HomeNewsCrime & CourtsFormer deputy sentenced to life plus five years in 2020 homicide

Former deputy sentenced to life plus five years in 2020 homicide



The former sheriff’s deputy accused of killing a Florida mother of three will spend at least 35 years in prison.

Richmond County Superior Court Jesse Stone sentenced Jason William “Moose” Cunningham to life in prison, with the possibility of parole after 30 years, plus five more years for possessing a gun during the commission of a felony.

Cunningham, 48, pleaded guilty to malice murder in the June 17, 2020, death of Nicole Diane Harrington, of Hallandale Beach, Fla.

Nicole Harrington, victim

Augusta District Attorney Jared Williams said Cunningham was married to another woman but having an affair with Harrington, who was unaware he was married.

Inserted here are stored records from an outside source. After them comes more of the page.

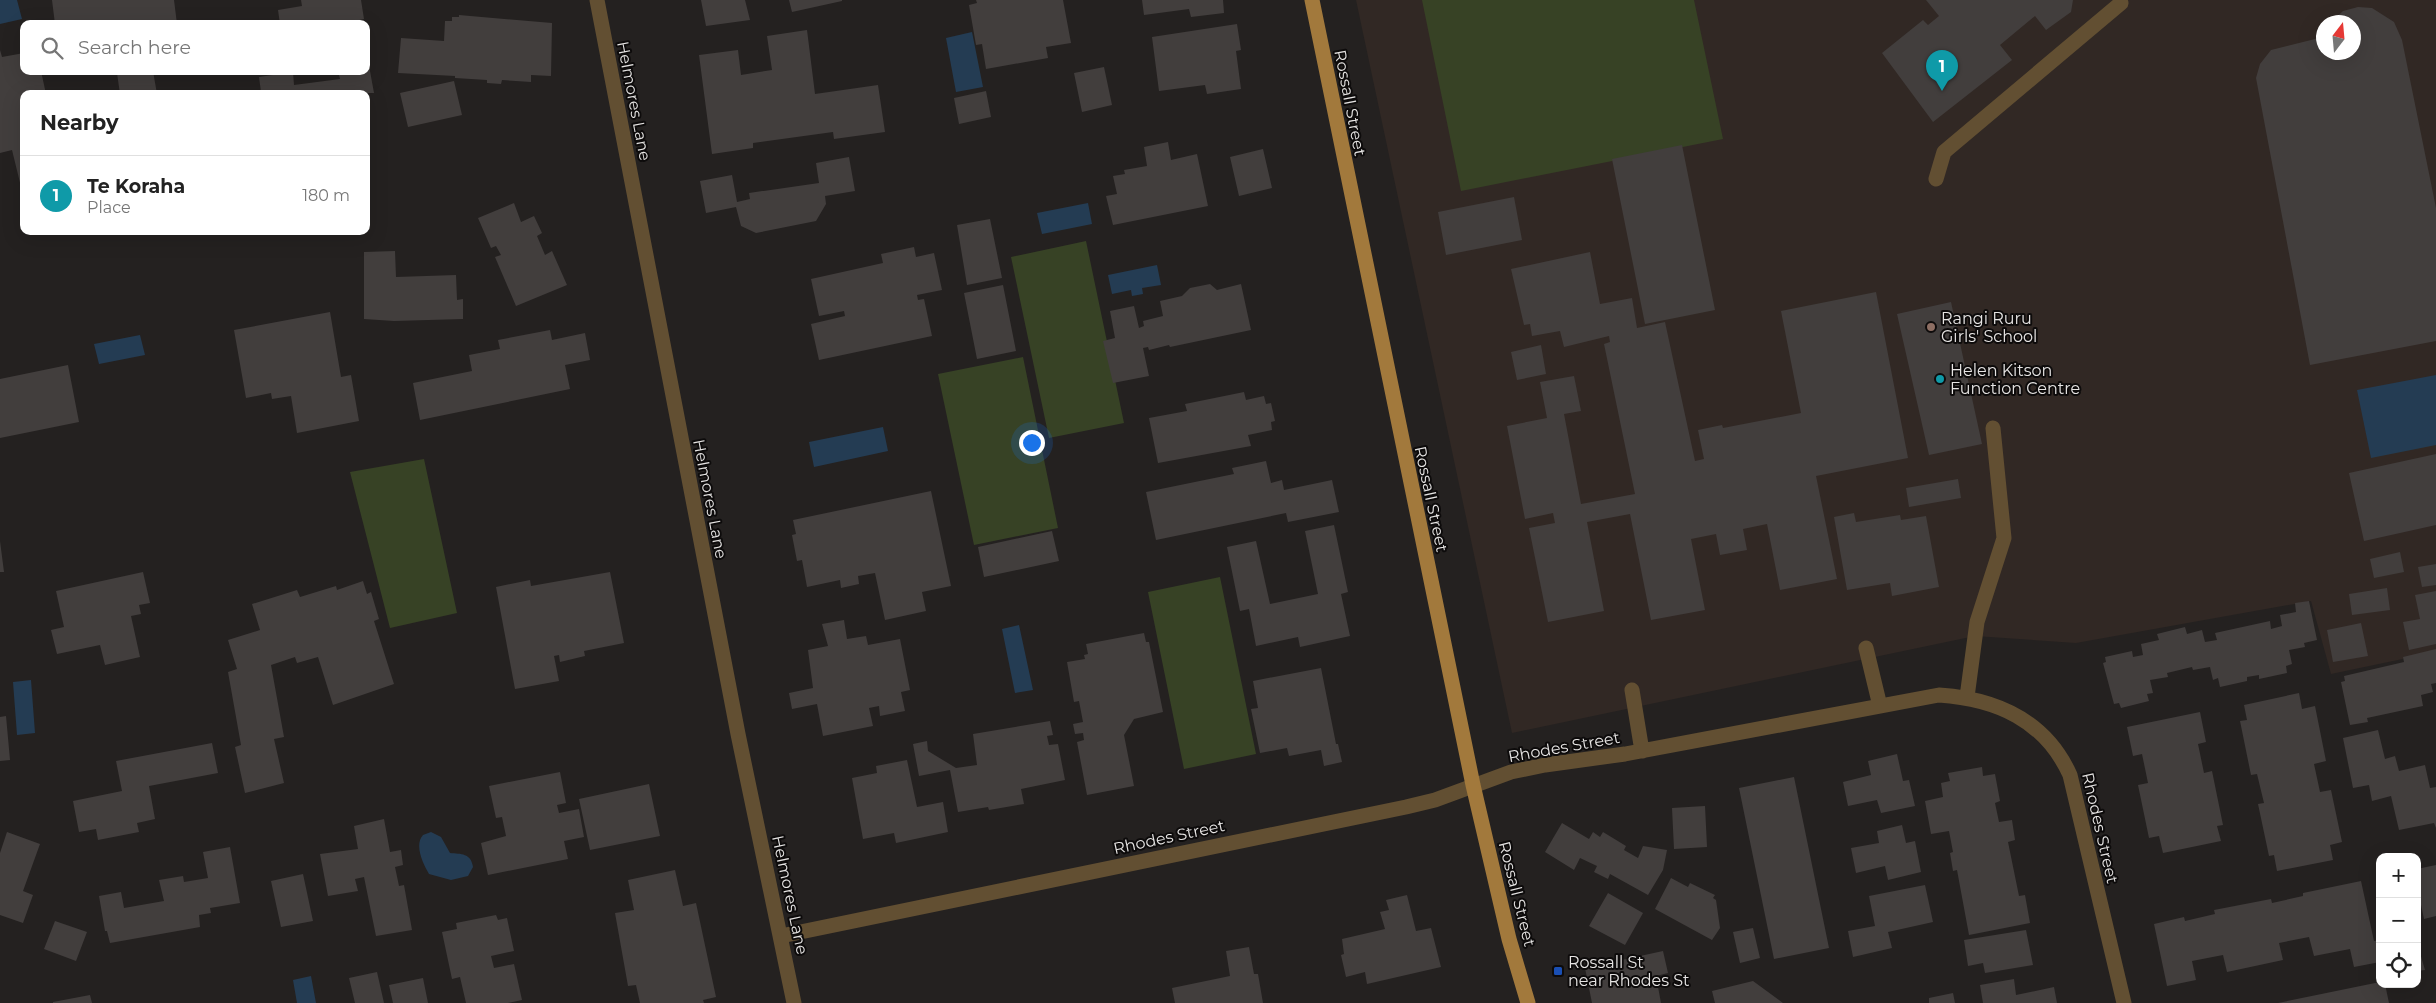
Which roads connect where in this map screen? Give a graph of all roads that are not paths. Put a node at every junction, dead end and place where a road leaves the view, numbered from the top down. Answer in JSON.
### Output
{"nodes":[{"id":1,"x":597,"y":0,"type":"edge"},
{"id":2,"x":1312,"y":0,"type":"edge"},
{"id":3,"x":2121,"y":2,"type":"dead end"},
{"id":4,"x":1936,"y":179,"type":"dead end"},
{"id":5,"x":1993,"y":428,"type":"dead end"},
{"id":6,"x":1866,"y":648,"type":"dead end"},
{"id":7,"x":1632,"y":690,"type":"dead end"},
{"id":8,"x":1967,"y":697,"type":"junction"},
{"id":9,"x":1880,"y":706,"type":"junction"},
{"id":10,"x":1642,"y":751,"type":"junction"},
{"id":11,"x":1473,"y":785,"type":"junction"},
{"id":12,"x":781,"y":936,"type":"junction"},
{"id":13,"x":794,"y":1003,"type":"edge"},
{"id":14,"x":1528,"y":1003,"type":"edge"},
{"id":15,"x":2124,"y":1003,"type":"edge"}],
"edges":[{"from":1,"to":12,"type":"street","name":"Helmores Lane"},
{"from":2,"to":11,"type":"main road","name":"Rossall Street"},
{"from":3,"to":4,"type":"street"},
{"from":5,"to":8,"type":"street"},
{"from":6,"to":9,"type":"street"},
{"from":7,"to":10,"type":"street"},
{"from":8,"to":9,"type":"street","name":"Rhodes Street"},
{"from":8,"to":15,"type":"street","name":"Rhodes Street"},
{"from":9,"to":10,"type":"street","name":"Rhodes Street"},
{"from":10,"to":11,"type":"street","name":"Rhodes Street"},
{"from":11,"to":12,"type":"street","name":"Rhodes Street"},
{"from":11,"to":14,"type":"main road","name":"Rossall Street"},
{"from":12,"to":13,"type":"street","name":"Helmores Lane"}]}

The pair argued about her seeing another man, known as Maui, for over an hour before heading to dinner. On the way, Harrington commented that “at least Maui has a large penis,” and Cunningham shot her point-blank in the head, Williams said.

Her body would remain in the elevator overnight until it was found the next morning, Williams said.

Cunningham hinted to his law-enforcement friends about “doing something really bad” but did not surrender, Williams said. He went to Pointes West Army Resort had an armed standoff with police for nearly eight hours. He later confessed to killing Harrington, the DA said.

Harrington’s father, a retired sheriff’s deputy, agreed to the plea agreement. Cunningham “destroyed one life,” and was “rightfully without the rest of your life.”

Cunningham served as a Richmond County Sheriff’s deputy for 18 years before losing his job for failing drug tests. He was director of marketing for Forces United, the veteran organization, at the time of his arrest.

Cunningham, who has remained in jail without bond, appeared in court Monday with a shaved head and wearing a striped orange jumpsuit.

His defense attorney, Jennifer Cross, said Cunningham had been abused as a child and struggled to overcome his childhood trauma. She said Cunningham had co-founded a Pittsburg Steelers fan group that conducted fundraisers for area charities.

Cunningham said he apologized to Harrington’s family, friends and children and said they could visit him in prison. Crying, he said he was “not a monster.” He told his own family and friends not to attend the hearing, he said.

“This is a tragic event” with “an appropriate disposition,” Stone said.

Cunningham accepting responsibility perhaps led to his chance of parole in 35 years, during which he’ll have time to “fully reflect” on his actions, Stone said.